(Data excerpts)
■ ■ ■

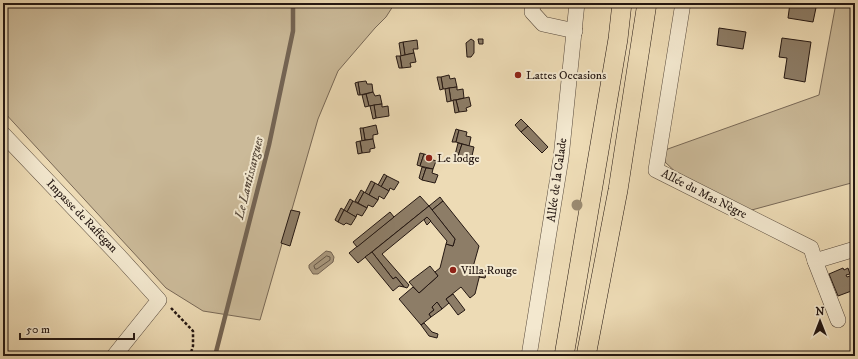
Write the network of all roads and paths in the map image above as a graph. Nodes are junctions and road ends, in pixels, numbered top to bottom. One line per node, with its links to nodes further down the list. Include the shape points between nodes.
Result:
1 (533, 3): 6 (street, via 532,12 543,24)
2 (577, 3): 6 (street, Allée de la Calade)
3 (622, 3): 15 (main road)
4 (647, 3): 16 (main road, via 618,190)
5 (683, 3): 9 (street, Allée du Mas Nègre, via 656,170 811,248)
6 (575, 31): 14 (street, Allée de la Calade, via 561,158)
7 (3, 134): 10 (street, Impasse de Raffegan)
8 (855, 249): 9 (street)
9 (815, 262): 11 (street, Allée du Mas Nègre)
10 (159, 300): 12 (street); 13 (path, via 166,303 193,331)
11 (838, 320)
12 (114, 356)
13 (190, 356)
14 (529, 356)
15 (564, 356)
16 (586, 356)

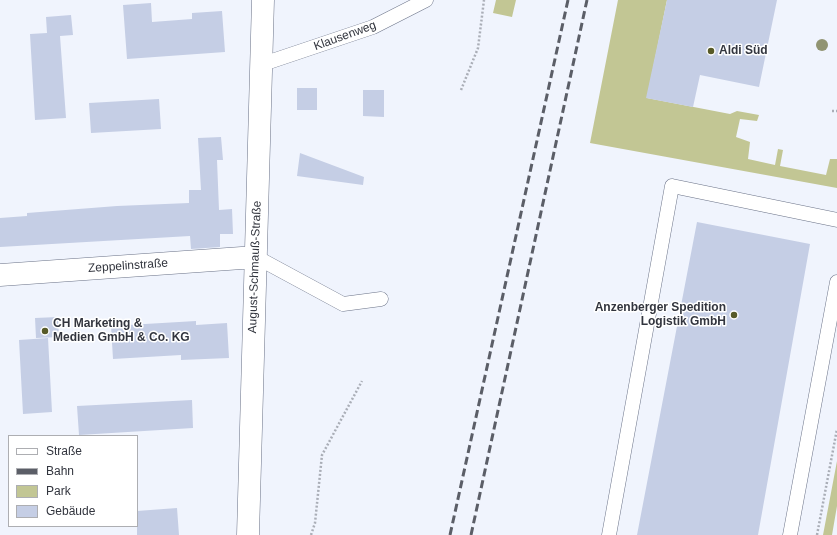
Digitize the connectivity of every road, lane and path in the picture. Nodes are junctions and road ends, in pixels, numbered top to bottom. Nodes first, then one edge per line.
1 (263, 0) edge
2 (426, 0) edge
3 (484, 0) edge
4 (260, 65) junction
5 (461, 90) dead end
6 (832, 110) dead end
7 (837, 111) edge
8 (837, 220) edge
9 (256, 256) junction
10 (0, 275) edge
11 (837, 282) edge
12 (381, 299) dead end
13 (362, 381) dead end
14 (837, 429) edge
15 (248, 535) edge
16 (311, 535) edge
17 (609, 535) edge
18 (790, 535) edge
19 (817, 535) edge

1 - 4 street, August-Schmauß-Straße
2 - 4 lane, Klausenweg
3 - 5 path
4 - 9 street, August-Schmauß-Straße
6 - 7 path
8 - 17 lane
9 - 10 street, Zeppelinstraße
9 - 12 lane
9 - 15 street, August-Schmauß-Straße
11 - 18 lane
13 - 16 path
14 - 19 path

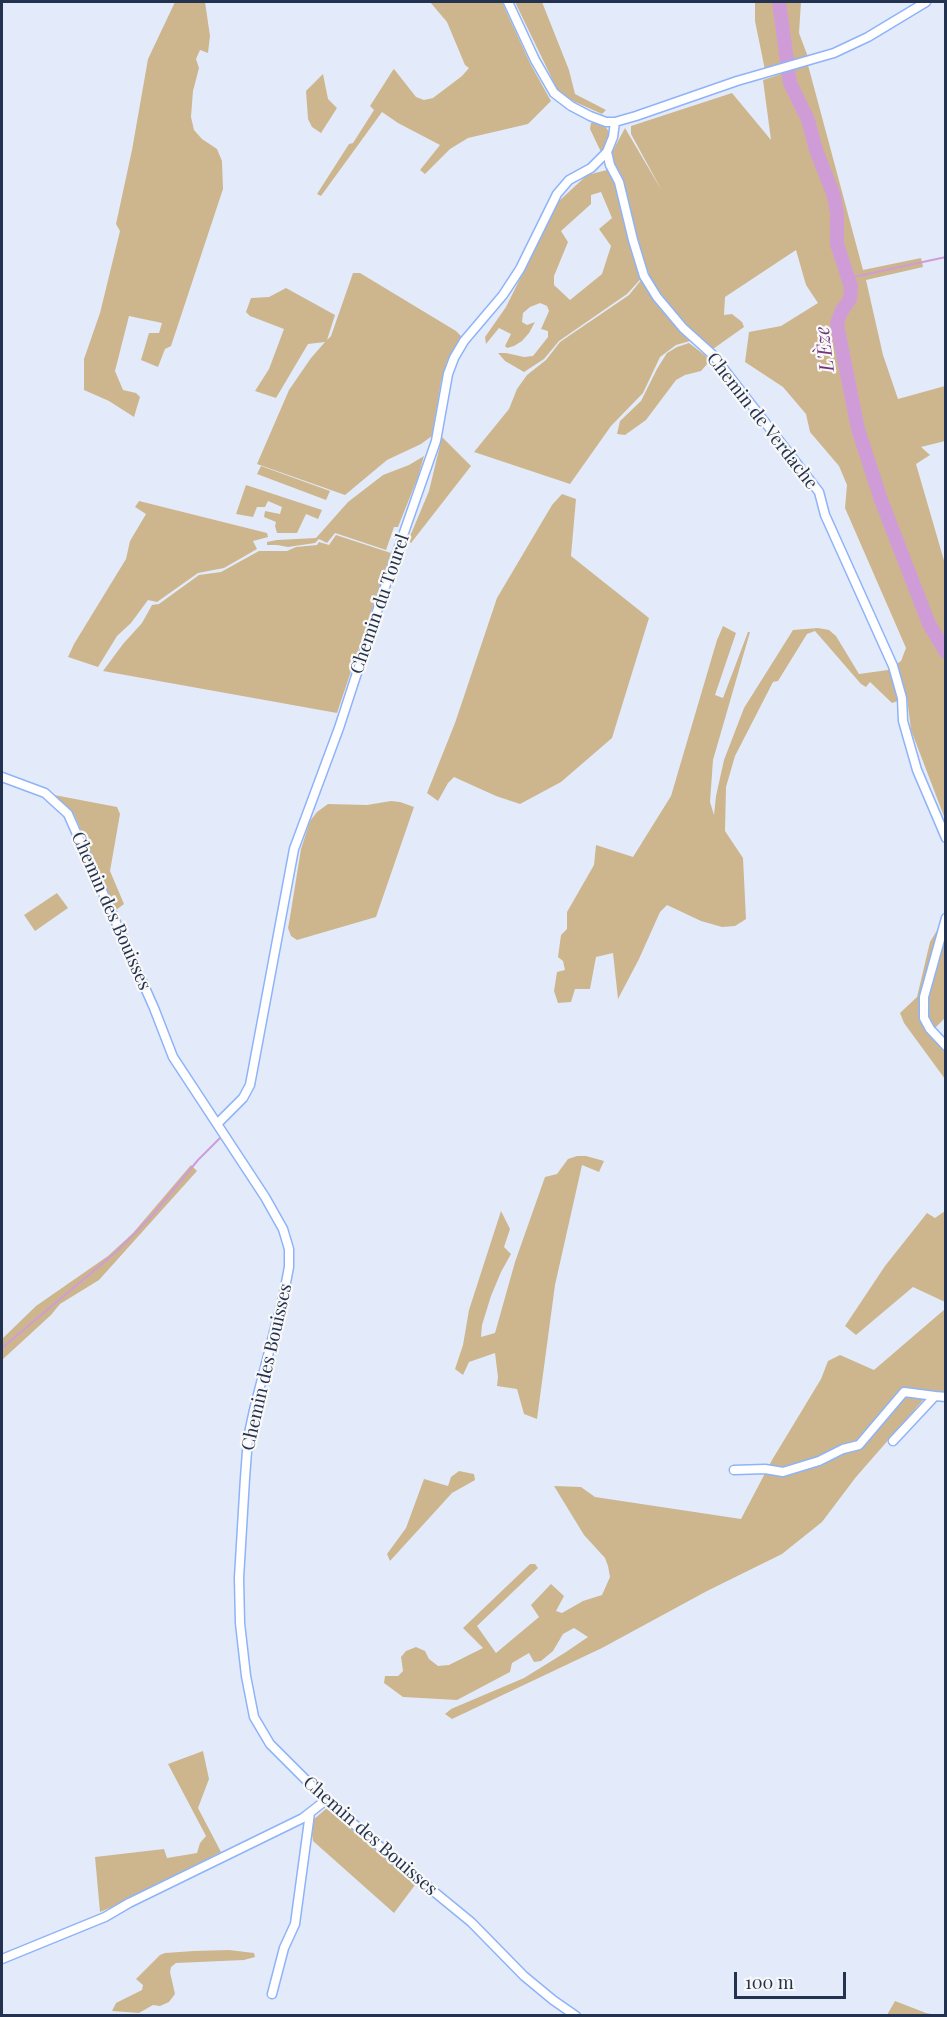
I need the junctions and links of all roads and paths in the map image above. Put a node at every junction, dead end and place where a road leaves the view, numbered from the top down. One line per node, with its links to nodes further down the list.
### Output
1 (508, 2): 3 (street)
2 (926, 2): 3 (street)
3 (615, 122): 4 (street)
4 (607, 152): 6 (street, Chemin de Verdache); 9 (street, Chemin du Tourel)
5 (2, 777): 9 (street, Chemin des Bouisses)
6 (945, 838)
7 (945, 918): 8 (street)
8 (945, 1046)
9 (218, 1123): 14 (street, Chemin des Bouisses)
10 (935, 1396): 11 (street); 12 (street); 13 (street)
11 (945, 1397)
12 (893, 1442)
13 (734, 1470)
14 (326, 1800): 15 (street); 18 (street, Chemin des Bouisses)
15 (310, 1813): 16 (street); 17 (street)
16 (2, 1959)
17 (272, 1994)
18 (576, 2016)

■ ■ ■

(Prompt)
A faithful copy of every record is needed here. Leave the images out of it.

(Task output)
Write the network of all roads and paths in the map image above as a graph. Nodes are junctions and road ends, in pixels, numbered top to bottom. One line per node, with its links to nodes further down the list. Include the shape points between nodes.
Result:
1 (533, 3): 6 (street, via 532,12 543,24)
2 (577, 3): 6 (street, Allée de la Calade)
3 (622, 3): 15 (main road)
4 (647, 3): 16 (main road, via 618,190)
5 (683, 3): 9 (street, Allée du Mas Nègre, via 656,170 811,248)
6 (575, 31): 14 (street, Allée de la Calade, via 561,158)
7 (3, 134): 10 (street, Impasse de Raffegan)
8 (855, 249): 9 (street)
9 (815, 262): 11 (street, Allée du Mas Nègre)
10 (159, 300): 12 (street); 13 (path, via 166,303 193,331)
11 (838, 320)
12 (114, 356)
13 (190, 356)
14 (529, 356)
15 (564, 356)
16 (586, 356)

Digitize the connectivity of every road, lane and path in the picture. Nodes are junctions and road ends, in pixels, numbered top to bottom. Nodes first, then one edge per line.
1 (263, 0) edge
2 (426, 0) edge
3 (484, 0) edge
4 (260, 65) junction
5 (461, 90) dead end
6 (832, 110) dead end
7 (837, 111) edge
8 (837, 220) edge
9 (256, 256) junction
10 (0, 275) edge
11 (837, 282) edge
12 (381, 299) dead end
13 (362, 381) dead end
14 (837, 429) edge
15 (248, 535) edge
16 (311, 535) edge
17 (609, 535) edge
18 (790, 535) edge
19 (817, 535) edge

1 - 4 street, August-Schmauß-Straße
2 - 4 lane, Klausenweg
3 - 5 path
4 - 9 street, August-Schmauß-Straße
6 - 7 path
8 - 17 lane
9 - 10 street, Zeppelinstraße
9 - 12 lane
9 - 15 street, August-Schmauß-Straße
11 - 18 lane
13 - 16 path
14 - 19 path

I need the junctions and links of all roads and paths in the map image above. Put a node at every junction, dead end and place where a road leaves the view, numbered from the top down. One line per node, with its links to nodes further down the list.
### Output
1 (508, 2): 3 (street)
2 (926, 2): 3 (street)
3 (615, 122): 4 (street)
4 (607, 152): 6 (street, Chemin de Verdache); 9 (street, Chemin du Tourel)
5 (2, 777): 9 (street, Chemin des Bouisses)
6 (945, 838)
7 (945, 918): 8 (street)
8 (945, 1046)
9 (218, 1123): 14 (street, Chemin des Bouisses)
10 (935, 1396): 11 (street); 12 (street); 13 (street)
11 (945, 1397)
12 (893, 1442)
13 (734, 1470)
14 (326, 1800): 15 (street); 18 (street, Chemin des Bouisses)
15 (310, 1813): 16 (street); 17 (street)
16 (2, 1959)
17 (272, 1994)
18 (576, 2016)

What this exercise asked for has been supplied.